A child or young person may of course be able to understand sufficient information to be competent to provide valid consent for their own treatment.
CED
Q ML31 - Confidentiality and young people - Can you tell me if there is any guidance on from what age we can refuse to give out
results/medical information to a parent? I had something in my mind that it was about 16? (20/05/04)
Answer - There is no particular age set for this. It all hinges around the
concept of 'Gillick competence' and the question as to whether a young person is capable of providing valid legal consent. This means that he or she is has been given all of the relevant information and is mentally
competent to understand all of that information and to make a reasoned judgement based on it. Provided the young person gives this consent willingly, he or she is owed a duty of confidence in common law.
It is always advisable to suggest that the young person seeks the support and advice of parents and it is advisable to try and encourage parental
involvement. However, if a competent young person refuses to give explicit consent to share any sensitive personal data with the parents, you are obliged to respect their wish for confidentiality. If you, or anyone
else, tried to coerce them into permitting disclosure of data to the parents, then that consent would probably not be legally valid.
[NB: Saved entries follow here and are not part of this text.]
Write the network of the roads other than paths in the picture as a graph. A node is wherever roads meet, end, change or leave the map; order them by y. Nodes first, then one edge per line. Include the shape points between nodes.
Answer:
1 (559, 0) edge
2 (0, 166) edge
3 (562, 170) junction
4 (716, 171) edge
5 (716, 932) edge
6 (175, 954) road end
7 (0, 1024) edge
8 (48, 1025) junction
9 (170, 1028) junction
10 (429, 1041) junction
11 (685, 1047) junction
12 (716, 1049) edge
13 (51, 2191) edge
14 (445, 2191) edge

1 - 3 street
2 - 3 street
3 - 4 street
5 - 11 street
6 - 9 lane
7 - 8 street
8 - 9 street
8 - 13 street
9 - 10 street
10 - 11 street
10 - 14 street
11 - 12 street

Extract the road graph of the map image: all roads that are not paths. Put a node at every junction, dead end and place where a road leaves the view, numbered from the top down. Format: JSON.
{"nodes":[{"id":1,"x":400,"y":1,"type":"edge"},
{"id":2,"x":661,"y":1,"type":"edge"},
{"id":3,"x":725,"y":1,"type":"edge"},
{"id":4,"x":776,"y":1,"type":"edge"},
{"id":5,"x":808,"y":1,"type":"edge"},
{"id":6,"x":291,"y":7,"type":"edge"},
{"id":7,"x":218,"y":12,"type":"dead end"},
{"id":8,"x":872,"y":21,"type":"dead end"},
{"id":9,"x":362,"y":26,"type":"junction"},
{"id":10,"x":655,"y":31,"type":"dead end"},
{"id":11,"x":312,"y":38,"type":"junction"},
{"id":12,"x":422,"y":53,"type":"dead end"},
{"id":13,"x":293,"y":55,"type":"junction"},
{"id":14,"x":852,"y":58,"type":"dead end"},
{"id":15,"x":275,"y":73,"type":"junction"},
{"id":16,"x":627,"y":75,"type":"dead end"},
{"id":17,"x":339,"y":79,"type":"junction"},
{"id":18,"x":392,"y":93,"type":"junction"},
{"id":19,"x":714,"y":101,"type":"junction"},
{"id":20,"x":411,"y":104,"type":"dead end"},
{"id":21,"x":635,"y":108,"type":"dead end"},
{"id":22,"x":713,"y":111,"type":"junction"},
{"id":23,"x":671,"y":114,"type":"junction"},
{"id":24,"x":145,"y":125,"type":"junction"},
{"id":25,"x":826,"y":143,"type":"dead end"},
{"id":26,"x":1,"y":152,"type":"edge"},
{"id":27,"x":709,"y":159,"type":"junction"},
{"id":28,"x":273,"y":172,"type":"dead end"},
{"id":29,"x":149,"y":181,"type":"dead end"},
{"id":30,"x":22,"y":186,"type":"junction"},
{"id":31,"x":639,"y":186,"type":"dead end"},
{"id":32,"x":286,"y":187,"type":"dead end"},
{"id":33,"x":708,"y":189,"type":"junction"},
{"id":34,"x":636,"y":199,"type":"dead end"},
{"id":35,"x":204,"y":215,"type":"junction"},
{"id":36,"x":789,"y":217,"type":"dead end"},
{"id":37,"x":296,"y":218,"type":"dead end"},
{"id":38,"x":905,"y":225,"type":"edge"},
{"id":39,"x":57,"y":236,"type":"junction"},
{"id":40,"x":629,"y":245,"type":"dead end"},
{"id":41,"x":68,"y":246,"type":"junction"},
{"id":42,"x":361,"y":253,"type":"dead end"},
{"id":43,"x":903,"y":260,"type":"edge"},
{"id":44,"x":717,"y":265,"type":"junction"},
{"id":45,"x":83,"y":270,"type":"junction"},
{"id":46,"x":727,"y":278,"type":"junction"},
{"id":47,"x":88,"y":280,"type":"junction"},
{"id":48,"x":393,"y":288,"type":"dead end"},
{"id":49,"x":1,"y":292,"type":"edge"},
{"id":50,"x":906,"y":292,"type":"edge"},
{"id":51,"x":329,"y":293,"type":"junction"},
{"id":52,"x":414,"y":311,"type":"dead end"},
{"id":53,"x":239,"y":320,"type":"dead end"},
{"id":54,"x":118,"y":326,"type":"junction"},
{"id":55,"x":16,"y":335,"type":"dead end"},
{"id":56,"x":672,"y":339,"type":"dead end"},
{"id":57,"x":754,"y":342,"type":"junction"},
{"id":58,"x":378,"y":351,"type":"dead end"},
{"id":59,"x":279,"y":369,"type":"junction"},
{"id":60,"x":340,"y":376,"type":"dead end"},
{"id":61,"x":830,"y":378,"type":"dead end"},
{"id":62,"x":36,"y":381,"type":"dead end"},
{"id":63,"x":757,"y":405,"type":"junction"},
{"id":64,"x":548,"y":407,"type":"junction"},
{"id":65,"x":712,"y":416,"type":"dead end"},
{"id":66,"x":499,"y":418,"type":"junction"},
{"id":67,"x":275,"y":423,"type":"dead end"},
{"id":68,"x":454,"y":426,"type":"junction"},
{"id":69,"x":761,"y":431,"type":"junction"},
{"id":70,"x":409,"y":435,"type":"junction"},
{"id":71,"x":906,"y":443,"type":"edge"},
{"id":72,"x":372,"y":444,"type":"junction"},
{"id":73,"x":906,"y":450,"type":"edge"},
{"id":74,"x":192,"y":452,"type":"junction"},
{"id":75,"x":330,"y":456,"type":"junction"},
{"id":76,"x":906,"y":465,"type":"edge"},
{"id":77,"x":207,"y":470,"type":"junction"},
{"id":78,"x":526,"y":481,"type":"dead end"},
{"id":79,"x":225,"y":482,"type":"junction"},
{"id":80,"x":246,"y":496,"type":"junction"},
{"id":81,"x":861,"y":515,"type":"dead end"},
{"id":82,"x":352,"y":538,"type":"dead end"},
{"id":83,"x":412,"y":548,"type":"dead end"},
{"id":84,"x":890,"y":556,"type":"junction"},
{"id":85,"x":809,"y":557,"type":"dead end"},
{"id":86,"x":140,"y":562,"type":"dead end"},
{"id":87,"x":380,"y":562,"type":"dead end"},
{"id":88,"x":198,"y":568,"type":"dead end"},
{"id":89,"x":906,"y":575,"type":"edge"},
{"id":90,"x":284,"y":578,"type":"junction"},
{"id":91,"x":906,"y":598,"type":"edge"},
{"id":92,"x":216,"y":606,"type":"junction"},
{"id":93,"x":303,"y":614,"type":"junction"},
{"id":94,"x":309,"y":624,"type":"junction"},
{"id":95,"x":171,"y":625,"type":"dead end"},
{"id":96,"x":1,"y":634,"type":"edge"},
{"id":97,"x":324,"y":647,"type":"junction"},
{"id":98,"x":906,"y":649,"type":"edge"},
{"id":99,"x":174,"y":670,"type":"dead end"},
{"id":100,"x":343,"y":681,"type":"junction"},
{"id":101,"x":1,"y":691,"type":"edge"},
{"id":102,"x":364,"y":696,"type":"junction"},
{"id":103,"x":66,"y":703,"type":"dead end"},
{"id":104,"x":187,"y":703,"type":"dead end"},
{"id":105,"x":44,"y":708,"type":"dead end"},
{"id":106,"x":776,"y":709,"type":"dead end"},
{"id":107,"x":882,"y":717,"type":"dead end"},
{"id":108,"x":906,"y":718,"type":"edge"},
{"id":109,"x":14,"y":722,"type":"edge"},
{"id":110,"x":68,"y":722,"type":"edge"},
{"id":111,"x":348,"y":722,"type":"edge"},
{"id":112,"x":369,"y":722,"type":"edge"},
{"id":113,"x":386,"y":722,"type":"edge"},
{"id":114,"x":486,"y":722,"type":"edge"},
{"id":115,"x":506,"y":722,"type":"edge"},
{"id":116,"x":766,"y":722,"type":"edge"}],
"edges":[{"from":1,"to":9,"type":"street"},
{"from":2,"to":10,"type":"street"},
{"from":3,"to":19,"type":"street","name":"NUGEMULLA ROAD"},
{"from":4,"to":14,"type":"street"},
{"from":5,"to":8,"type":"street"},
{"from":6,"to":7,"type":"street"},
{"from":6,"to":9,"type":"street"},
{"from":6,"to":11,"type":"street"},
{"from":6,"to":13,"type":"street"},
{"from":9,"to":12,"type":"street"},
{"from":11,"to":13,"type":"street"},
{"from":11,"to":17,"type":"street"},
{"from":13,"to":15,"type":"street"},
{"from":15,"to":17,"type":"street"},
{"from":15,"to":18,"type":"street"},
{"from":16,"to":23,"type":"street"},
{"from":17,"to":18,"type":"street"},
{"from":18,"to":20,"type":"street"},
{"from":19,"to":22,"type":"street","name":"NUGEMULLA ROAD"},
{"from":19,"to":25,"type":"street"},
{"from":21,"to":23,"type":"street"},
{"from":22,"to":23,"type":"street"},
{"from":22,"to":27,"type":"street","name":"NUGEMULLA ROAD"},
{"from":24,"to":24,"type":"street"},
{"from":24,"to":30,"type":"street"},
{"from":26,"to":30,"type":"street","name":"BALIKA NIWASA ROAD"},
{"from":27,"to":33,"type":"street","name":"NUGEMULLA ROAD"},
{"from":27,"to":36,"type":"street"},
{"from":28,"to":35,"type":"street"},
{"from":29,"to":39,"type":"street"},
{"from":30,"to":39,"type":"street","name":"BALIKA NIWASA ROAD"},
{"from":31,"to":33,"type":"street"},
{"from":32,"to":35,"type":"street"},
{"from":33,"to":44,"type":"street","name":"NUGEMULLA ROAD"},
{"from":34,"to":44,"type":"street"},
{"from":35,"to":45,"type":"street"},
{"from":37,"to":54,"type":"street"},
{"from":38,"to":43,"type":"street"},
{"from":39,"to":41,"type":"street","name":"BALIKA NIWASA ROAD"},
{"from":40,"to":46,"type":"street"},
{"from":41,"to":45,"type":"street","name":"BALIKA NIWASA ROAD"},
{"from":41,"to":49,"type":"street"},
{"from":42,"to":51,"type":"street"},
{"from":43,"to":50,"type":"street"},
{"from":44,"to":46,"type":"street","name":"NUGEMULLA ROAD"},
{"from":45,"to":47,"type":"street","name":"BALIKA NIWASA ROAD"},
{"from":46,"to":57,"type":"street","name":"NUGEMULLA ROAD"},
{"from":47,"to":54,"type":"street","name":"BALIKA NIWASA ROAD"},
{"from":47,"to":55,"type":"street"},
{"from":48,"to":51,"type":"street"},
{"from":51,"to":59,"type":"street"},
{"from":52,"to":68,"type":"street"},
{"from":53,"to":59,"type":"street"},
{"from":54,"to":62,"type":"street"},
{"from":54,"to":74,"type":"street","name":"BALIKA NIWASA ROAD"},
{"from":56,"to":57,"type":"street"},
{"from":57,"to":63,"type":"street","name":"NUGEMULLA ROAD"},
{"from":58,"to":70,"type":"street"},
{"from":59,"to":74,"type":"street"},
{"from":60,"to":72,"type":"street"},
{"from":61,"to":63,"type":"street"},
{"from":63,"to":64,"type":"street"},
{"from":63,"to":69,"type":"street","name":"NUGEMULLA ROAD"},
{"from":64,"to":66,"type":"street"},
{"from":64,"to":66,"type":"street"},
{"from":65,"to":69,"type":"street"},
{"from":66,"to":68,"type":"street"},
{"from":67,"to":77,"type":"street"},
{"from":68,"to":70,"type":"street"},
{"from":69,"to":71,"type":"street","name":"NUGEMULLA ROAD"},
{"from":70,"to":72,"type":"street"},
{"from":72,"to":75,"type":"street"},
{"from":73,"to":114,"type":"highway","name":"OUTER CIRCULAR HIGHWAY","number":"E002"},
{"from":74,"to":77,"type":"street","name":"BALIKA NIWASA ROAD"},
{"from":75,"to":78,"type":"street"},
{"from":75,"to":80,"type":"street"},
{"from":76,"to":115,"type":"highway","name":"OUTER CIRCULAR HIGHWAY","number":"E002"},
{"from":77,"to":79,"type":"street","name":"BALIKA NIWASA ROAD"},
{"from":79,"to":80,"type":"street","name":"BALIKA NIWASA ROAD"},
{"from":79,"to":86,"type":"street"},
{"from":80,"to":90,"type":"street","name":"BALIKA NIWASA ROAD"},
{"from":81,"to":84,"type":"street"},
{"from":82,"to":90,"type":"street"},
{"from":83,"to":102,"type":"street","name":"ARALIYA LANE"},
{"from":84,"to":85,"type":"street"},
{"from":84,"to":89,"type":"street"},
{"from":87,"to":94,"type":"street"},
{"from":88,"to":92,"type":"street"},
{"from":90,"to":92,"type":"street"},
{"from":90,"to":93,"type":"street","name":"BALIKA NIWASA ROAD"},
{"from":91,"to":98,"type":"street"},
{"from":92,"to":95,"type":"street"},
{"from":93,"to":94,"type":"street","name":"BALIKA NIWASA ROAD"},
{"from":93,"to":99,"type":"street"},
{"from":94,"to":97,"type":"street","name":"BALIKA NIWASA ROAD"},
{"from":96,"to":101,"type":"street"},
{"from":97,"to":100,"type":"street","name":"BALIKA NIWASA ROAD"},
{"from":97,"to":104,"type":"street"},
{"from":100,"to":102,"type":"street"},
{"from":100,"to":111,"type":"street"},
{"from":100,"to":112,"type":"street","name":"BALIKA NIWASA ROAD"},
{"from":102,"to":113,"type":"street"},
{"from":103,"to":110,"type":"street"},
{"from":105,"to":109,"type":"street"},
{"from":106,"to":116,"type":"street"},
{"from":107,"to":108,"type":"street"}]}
A recent case involving a young girl who had an abortion without her parents consent or knowledge was probably determined on this basis. In
the final analysis only a court of law can determine any particular case.
Many people believe it to be wrong to treat a young person without the parent's knowledge or consent, on the assumption that parents always act
in the child's best interests and are there to support their children and guide their choices at all times. Sadly there may be circumstances in which a parent would not be supportive of a young person's reasonable
choices and could not be relied upon to act in the young person's best interests.
BMA ethical advice on Confidentiality and people under 16 suggests that
it is better for a young person to feel able to seek medical advice and treatment independently from a responsible professional, rather than to
be denied access to treatment because of a fear of breach of confidence.
We may not always agree with a young person's choices, however, as doctors we have a legal and professional duty to act in the patient's best
interests at all times. Generally we would be expected to respect our patient's decisions, unless this involved acting illegally or in such a way as
we believed would cause harm to the patient. The Annual Representative Meetings of the BMA in 1993 passed a resolution that no doctor should be obliged by patients, relatives or hospital administrative staff to act
contrary to his or her conscience and this guidance still stands.
If medical treatment is in any way controversial, treating a young person without parental involvement and consent, except on the basis of very
specific legal advice and the prior agreement of your medical defence organisation, would be foolish and very likely to lead to a legal challenge.
A patient over the age of 18 may wish to draw up a legally binding advance directive. There may be rare and exceptional circumstances
when a younger person may wish to do so. A doctor should always seek specific legal advice before acting on this and the matter of legal validity
and parental information and consent would be of critical importance.
Footnote: Sex with a girl under the age of 13 is illegal, carries a maximum life
sentence, therefore decisions regarding abortion or contraception for a girl under the age of 13 is particularly problematic. You should, therefore, always seek legal advice if you have any doubt about
management of these very difficult cases.